• [What the exercise asks] Where the word "Pauline" appears in a line of the entries below, count that line and give the total alone.

• [Source information]
--- START ---

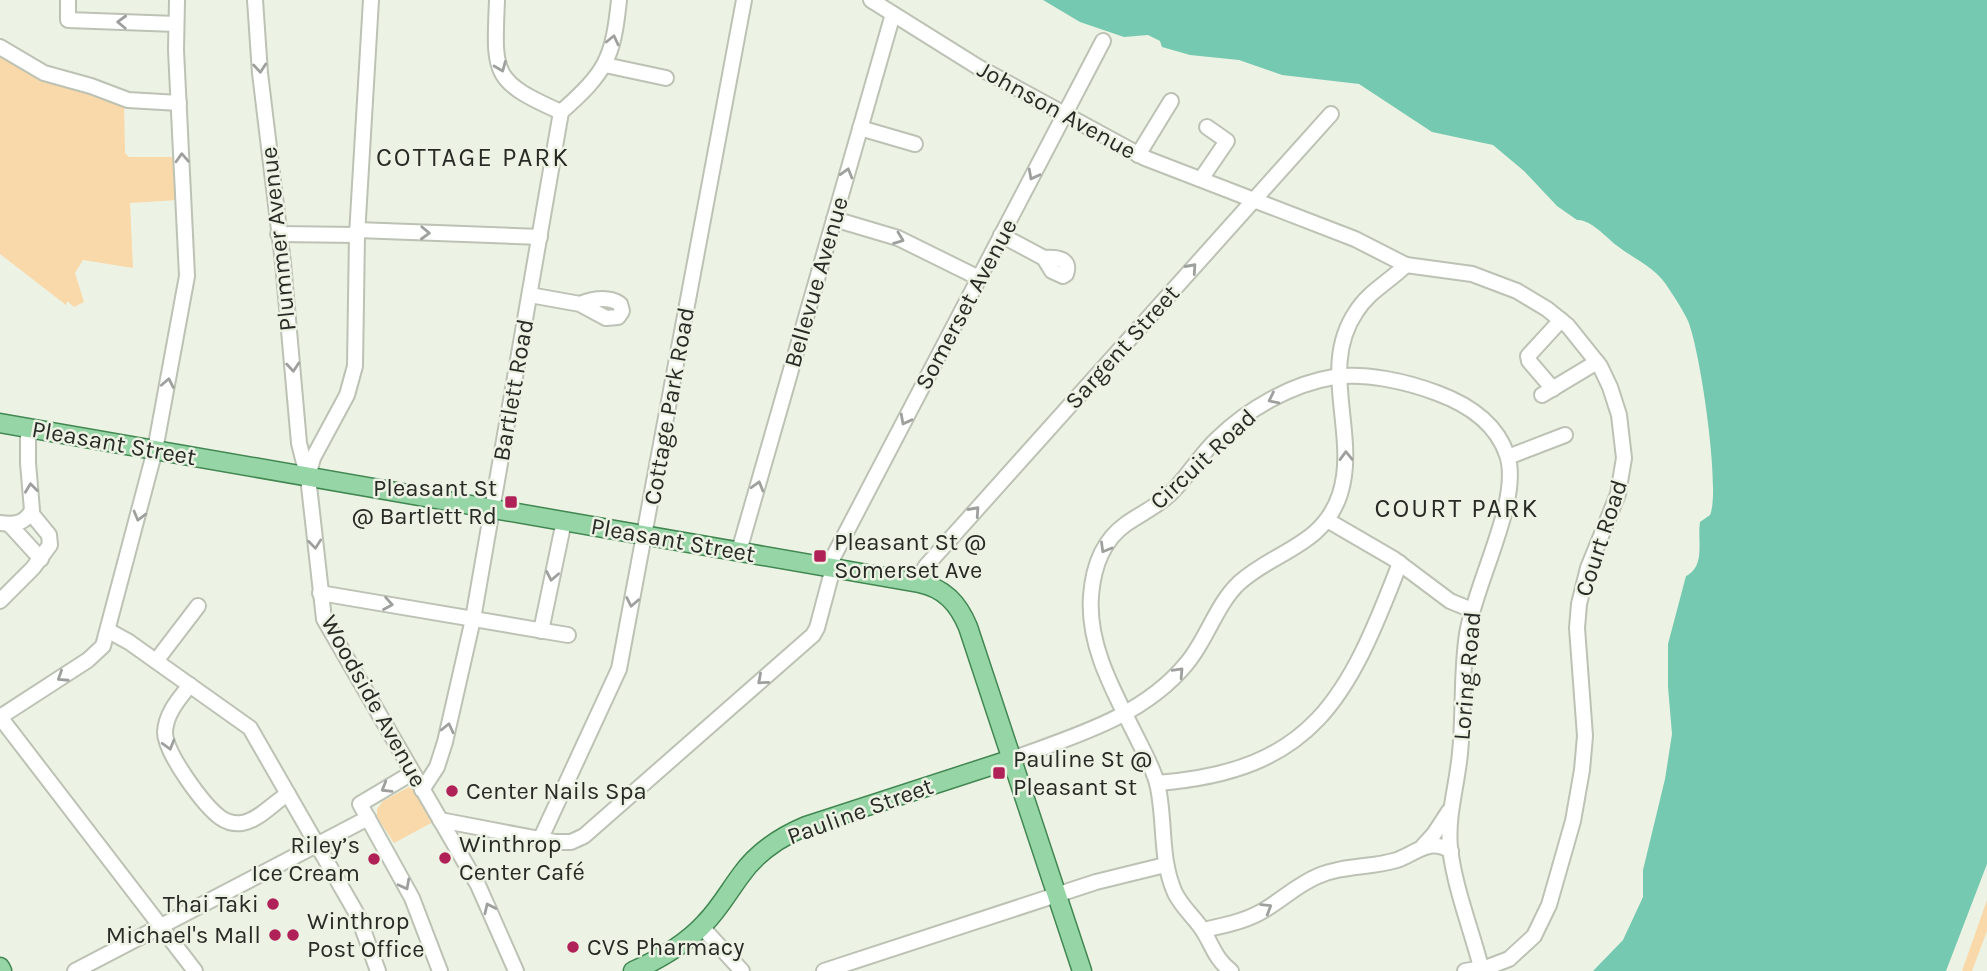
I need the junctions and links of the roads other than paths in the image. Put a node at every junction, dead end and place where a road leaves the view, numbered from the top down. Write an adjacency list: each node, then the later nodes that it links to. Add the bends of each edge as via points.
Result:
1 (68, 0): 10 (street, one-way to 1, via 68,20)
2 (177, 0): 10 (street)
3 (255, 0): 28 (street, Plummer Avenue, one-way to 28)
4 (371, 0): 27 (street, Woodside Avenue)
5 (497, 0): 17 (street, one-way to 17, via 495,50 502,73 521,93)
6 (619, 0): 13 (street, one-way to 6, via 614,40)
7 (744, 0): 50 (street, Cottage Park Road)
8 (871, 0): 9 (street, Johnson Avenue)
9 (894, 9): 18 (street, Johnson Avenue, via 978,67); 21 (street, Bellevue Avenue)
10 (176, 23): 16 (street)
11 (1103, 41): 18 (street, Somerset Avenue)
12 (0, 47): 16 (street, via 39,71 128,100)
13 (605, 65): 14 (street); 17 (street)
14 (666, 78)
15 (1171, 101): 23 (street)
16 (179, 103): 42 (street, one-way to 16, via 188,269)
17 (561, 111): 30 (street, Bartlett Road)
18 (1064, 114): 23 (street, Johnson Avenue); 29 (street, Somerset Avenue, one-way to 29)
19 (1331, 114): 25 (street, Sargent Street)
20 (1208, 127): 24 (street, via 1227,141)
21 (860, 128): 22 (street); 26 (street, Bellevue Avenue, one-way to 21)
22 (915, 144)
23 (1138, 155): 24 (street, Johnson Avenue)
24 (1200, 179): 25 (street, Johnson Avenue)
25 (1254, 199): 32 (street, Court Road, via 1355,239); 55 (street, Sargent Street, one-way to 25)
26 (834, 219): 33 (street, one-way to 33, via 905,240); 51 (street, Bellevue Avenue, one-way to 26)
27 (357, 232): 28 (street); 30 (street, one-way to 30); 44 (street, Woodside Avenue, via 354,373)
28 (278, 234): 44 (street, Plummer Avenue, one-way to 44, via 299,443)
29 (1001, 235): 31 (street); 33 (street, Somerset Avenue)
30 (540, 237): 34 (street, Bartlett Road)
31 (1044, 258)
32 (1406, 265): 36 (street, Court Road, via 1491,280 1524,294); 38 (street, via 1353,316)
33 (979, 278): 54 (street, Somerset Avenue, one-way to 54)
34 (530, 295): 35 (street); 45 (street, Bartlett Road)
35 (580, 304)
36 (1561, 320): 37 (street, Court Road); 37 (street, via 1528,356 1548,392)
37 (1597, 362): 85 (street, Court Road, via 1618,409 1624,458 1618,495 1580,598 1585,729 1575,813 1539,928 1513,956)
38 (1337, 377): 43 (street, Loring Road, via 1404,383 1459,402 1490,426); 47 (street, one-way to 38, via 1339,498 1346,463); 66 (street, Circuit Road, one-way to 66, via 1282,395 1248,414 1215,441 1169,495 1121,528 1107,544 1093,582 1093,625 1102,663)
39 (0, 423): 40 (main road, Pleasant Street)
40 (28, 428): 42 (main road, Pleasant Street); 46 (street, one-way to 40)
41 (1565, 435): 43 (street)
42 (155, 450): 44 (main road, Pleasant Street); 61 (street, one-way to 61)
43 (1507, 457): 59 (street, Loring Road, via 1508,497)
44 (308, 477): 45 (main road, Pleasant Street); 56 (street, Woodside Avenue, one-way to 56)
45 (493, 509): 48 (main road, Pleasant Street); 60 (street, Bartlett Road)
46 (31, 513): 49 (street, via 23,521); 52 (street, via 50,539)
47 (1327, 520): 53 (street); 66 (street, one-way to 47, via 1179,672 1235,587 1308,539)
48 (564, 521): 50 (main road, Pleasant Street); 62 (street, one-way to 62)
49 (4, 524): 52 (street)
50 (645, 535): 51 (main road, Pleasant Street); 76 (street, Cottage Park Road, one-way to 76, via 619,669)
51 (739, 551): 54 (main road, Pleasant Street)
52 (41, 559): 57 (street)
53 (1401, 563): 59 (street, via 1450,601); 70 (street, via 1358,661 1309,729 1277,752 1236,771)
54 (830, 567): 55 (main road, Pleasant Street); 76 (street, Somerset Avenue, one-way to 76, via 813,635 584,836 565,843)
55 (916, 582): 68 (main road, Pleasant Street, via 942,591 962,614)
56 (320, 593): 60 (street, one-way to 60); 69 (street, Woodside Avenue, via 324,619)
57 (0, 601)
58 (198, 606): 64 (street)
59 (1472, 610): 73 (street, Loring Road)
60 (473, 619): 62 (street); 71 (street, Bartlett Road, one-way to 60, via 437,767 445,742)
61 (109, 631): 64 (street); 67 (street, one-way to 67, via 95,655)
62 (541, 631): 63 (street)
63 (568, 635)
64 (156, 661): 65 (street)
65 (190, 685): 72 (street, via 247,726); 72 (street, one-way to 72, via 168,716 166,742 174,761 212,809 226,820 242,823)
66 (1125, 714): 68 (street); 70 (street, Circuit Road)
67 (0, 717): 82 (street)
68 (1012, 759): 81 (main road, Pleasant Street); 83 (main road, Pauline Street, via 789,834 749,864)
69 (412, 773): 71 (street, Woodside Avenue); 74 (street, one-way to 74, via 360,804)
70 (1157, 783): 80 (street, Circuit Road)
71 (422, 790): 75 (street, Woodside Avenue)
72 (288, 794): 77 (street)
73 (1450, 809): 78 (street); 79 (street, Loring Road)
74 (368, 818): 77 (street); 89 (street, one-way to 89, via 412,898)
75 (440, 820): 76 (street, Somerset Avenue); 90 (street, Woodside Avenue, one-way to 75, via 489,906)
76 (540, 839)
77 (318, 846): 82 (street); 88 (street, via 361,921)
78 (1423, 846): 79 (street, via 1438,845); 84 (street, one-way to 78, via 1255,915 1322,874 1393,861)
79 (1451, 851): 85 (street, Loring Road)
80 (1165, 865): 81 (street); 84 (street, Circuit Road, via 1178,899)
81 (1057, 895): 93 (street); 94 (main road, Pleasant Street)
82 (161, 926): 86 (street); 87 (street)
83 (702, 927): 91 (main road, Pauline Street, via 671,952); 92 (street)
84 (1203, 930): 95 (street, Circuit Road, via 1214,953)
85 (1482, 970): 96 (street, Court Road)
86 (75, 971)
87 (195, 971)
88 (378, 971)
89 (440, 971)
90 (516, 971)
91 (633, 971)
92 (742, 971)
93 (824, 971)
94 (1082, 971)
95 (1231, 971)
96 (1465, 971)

--- END ---
--- START ---

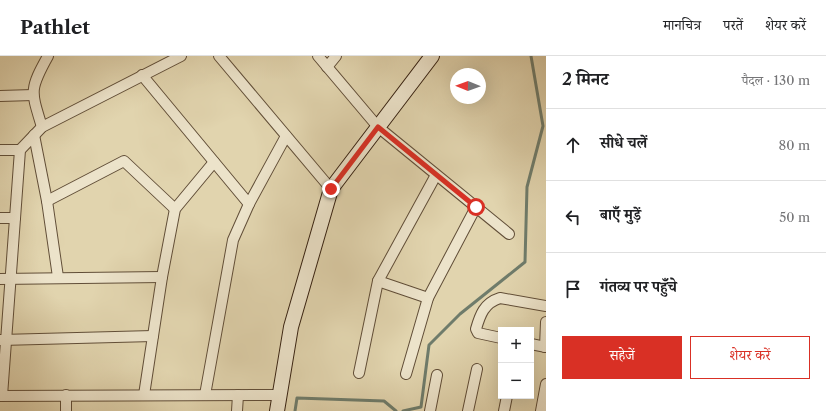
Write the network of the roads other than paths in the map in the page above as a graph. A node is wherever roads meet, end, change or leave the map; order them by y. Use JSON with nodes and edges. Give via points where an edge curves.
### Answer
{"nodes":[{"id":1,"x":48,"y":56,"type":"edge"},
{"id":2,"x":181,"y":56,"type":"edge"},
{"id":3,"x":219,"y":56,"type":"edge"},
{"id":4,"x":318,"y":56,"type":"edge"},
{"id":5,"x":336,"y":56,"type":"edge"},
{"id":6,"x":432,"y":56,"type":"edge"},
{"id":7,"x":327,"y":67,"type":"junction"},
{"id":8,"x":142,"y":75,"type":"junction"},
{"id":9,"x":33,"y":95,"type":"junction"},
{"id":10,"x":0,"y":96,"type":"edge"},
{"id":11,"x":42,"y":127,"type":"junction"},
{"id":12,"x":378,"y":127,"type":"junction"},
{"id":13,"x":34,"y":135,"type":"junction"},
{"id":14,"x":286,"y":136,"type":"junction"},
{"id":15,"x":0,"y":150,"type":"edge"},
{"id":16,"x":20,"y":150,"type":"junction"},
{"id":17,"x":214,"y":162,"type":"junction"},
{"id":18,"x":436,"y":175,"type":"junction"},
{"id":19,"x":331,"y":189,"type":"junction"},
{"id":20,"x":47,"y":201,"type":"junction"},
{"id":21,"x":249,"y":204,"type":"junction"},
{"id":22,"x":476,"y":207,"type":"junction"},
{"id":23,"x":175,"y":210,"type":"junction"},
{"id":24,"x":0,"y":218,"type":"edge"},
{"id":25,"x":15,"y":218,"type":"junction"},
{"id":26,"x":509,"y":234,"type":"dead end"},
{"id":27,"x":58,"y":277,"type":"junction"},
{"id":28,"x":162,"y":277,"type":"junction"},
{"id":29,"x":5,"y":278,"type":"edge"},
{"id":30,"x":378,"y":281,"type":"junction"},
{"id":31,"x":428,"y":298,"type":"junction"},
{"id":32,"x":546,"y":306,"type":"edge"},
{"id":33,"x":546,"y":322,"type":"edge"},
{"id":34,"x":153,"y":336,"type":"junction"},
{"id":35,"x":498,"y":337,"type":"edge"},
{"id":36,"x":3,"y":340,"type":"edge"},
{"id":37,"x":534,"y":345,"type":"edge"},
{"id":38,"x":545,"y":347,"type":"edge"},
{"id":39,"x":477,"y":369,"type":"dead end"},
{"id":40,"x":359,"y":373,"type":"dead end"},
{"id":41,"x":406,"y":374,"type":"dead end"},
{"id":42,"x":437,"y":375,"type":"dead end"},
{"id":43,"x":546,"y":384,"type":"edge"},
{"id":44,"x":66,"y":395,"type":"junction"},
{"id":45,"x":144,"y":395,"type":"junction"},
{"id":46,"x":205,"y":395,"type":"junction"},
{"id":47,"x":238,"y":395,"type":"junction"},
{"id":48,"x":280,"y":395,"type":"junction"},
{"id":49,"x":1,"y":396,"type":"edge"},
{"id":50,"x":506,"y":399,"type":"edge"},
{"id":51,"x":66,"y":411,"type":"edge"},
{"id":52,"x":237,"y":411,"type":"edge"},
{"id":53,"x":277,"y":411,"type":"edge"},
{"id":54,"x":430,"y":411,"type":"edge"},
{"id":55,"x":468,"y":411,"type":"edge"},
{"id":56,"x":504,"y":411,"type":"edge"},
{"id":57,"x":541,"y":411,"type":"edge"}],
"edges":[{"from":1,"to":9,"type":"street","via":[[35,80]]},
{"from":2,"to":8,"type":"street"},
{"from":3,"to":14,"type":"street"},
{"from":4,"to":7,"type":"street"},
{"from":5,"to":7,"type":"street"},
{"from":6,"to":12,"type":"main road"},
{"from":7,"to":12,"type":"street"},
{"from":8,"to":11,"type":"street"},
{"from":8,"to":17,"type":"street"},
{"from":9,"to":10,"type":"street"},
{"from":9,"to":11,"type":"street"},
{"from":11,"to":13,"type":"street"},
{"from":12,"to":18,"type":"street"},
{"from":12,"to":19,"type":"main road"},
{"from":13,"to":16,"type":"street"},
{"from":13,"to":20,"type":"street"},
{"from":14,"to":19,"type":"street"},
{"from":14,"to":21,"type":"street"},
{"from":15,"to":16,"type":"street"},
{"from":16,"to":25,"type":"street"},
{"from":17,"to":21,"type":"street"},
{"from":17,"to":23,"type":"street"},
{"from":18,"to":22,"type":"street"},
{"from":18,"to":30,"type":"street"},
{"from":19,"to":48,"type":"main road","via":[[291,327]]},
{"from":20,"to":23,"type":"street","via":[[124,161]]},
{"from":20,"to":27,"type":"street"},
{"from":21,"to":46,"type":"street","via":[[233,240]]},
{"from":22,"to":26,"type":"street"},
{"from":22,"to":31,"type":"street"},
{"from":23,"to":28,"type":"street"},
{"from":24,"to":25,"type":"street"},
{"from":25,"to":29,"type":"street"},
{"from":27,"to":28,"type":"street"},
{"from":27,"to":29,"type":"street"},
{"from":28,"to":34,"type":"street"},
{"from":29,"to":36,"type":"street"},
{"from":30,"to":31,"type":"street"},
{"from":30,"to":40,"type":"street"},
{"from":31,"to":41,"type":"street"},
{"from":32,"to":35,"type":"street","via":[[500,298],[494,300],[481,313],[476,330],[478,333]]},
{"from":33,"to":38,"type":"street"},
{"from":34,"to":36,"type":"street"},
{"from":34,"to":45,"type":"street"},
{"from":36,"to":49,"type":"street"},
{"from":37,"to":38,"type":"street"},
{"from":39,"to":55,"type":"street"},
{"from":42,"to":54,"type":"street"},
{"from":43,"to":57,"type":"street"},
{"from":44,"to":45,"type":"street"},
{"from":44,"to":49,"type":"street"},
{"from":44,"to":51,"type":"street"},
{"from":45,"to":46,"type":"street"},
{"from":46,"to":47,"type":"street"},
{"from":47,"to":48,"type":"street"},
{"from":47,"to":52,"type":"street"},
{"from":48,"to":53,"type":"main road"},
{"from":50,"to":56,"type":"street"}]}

--- END ---

• [Written response] 2